The new yahoo home page

Yahoo! released a new home page recently. I suppose most/any of you who read this blog already know this great piece of news. It’s been well covered all over the press including techcrunch, business week. You can find Scott Gatz’s (Director of PM in personalization @ yahoo) blog talking about some of the finer thinking that went into the design.

Since i left yahoo!, I tried not to comment about yahoo!’s products, whether good or bad. I guess i couldn’t resist myself in posting about the new home page though.
When i started at yahoo, the top brass always compared yahoo against AOL and measured themselves. I guess a bulk of the content strategy also arose out of replicating aol out on the web. I am not sure who said it and when it was said, but people repeatedly noticed a key contrast between AOL & Yahoo. AOL is about the network, it’s closed and confined (I guess the original walled garden). In contrast, Yahoo is about being a guide to web. We have a directory and we always point to the best content on the web. I heard Tim koogle, David filo espouse very similar idealogy to above. The web directory was a very important part of yahoo! not because of revenue, but because it’s yahoo!’s way of pointing to the best of the web. So Once upon a time, Yahoo! sports had links to ESPN.com and CBS sportsline, and yahoo! autos had links to useful automotive sites on the web as well.

Slowly, yahoo! started changed from being about the web, to being about yahoo! properties. This change has been happening over several years. I don’t have the insight to determine why this change happened, if it’s a conscious choice of the founders etc. But, somewhere along the way, linking to useful sites on the web became a bad thing :( . Links became commercial, and our own ability to identify the best on the web never kept up and consequently, product teams dropped web links non-yahoo sites one after the other. Instead, these links were taken up by links to other parts of yahoo! network, whether they are relevant or not.

This homepage dropped the concept of website directory completely. I guess the transformation is complete. Yahoo! is now more about showing people in and around yahoo! network and not about showing people what’s most useful on the web. Yahoo! is the new AOL of the web…

3 Responses to “The new yahoo home page”

  1. SK Says:

    You said it, Ravi. Felt exactly the same though not as poignantly as yourself. Yahoo! yellow pages used to be so well organized but now most of the services except Yahoo! finance is a clutter. I am still a big fan of Yahoo but dont like the direction they are headed in. With the largest profile base, yahoo could be so much cooler in addressing consumer needs than go around with a stomping foot showcasing only their network. Sigh !

  2. Leonard Says:

    While the directory might have moved off the home page, I think that the AOL comparison is wrong. I think the directory has dropped off because it’s just not very useful in finding the useful things on the web (I don’t even *remember* the last time I used the directory).

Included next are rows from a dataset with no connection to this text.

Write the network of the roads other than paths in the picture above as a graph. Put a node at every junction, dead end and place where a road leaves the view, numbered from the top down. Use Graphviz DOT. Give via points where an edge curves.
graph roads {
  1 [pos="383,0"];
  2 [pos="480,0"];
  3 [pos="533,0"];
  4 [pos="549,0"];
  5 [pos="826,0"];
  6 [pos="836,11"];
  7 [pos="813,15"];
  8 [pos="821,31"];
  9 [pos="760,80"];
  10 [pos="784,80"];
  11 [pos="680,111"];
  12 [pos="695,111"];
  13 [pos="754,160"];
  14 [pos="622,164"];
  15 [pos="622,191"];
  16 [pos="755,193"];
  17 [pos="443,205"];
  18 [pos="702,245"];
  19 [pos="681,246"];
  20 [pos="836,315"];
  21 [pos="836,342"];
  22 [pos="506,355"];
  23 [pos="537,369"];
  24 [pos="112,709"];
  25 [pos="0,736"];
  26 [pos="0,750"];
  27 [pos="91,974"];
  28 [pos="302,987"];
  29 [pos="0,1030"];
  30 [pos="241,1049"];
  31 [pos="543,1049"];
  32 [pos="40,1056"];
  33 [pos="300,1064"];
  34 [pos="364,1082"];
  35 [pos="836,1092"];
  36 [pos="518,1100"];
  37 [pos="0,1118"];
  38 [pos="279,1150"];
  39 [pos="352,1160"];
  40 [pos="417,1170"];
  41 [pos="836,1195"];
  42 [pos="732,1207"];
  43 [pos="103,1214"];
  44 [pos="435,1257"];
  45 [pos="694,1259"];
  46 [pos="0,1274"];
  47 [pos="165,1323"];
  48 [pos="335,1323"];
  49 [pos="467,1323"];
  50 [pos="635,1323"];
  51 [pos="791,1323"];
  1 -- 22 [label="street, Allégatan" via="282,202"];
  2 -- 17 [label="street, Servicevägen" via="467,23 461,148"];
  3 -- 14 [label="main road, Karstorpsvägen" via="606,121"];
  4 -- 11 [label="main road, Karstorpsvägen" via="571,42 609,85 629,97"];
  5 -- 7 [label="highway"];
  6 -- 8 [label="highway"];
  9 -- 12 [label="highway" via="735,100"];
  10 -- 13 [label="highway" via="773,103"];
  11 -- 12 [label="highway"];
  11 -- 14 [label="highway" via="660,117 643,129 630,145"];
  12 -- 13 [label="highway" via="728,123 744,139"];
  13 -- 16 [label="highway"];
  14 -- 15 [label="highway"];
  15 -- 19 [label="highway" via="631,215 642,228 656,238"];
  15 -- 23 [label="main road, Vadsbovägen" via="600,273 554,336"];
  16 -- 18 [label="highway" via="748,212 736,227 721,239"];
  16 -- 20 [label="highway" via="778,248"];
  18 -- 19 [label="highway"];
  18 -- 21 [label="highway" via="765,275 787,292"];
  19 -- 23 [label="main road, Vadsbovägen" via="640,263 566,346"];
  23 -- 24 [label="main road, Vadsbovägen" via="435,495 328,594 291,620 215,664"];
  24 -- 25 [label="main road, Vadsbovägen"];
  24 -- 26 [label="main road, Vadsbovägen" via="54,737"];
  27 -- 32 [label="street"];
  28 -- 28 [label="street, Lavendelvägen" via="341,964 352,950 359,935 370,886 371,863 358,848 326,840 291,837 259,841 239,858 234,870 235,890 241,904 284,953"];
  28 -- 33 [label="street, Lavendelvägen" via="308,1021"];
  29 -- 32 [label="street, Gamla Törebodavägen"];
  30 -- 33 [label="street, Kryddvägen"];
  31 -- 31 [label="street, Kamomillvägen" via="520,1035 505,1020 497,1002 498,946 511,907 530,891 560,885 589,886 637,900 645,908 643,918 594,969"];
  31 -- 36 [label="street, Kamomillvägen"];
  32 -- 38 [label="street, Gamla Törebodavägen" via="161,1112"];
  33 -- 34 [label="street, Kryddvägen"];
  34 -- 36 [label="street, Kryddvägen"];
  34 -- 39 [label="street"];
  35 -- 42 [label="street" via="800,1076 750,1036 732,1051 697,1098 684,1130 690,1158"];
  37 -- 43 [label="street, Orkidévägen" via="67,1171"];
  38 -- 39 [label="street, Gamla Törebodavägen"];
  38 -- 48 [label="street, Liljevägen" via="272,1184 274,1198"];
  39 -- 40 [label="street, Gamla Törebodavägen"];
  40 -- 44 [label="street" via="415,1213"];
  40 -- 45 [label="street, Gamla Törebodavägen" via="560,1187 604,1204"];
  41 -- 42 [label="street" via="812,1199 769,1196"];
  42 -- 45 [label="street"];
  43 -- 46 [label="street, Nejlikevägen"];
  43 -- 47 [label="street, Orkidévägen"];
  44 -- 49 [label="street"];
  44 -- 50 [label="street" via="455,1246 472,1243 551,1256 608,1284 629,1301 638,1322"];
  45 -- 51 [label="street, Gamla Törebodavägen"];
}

    Search has become the primary way users get to “good stuff,” and I think that in that regard, the new home page is definitely an improvement.

    Also worth pointing out in that regard is the prominence that Answers is given. That, along with MyWeb and del.icio.us and many other properties is part of a big commitment to social search, which, far from a throwback, is the next level of decentralization - it not only distributes editorial to individuals, but allows users to participate without even having to be a site publisher.

    To me, that, and Yahoo’s other moves (especially with their developer network) signal an *increased* commitment and engagement with the web rather than the reverse.

    Of course, my opinion is that of someone from the outside moving in (I started working at Yahoo! in November) rather than inside moving out, so maybe there’s some of that coloring the difference of opinion.

  3. Stanley Says:

    One of the reasons the directory was de-emphasized due to the challenges of keeping it updated. Everday Yahoo! would get thousands of submissions without any possible way to keeping up with the evolving web. The same fate happened to DMOZ. In many cases, tag clouds are a decentralized replacement for the directory generated by users. Tag clouds reduce the rigid bounds but still have many issues in terms of consistency and completeness.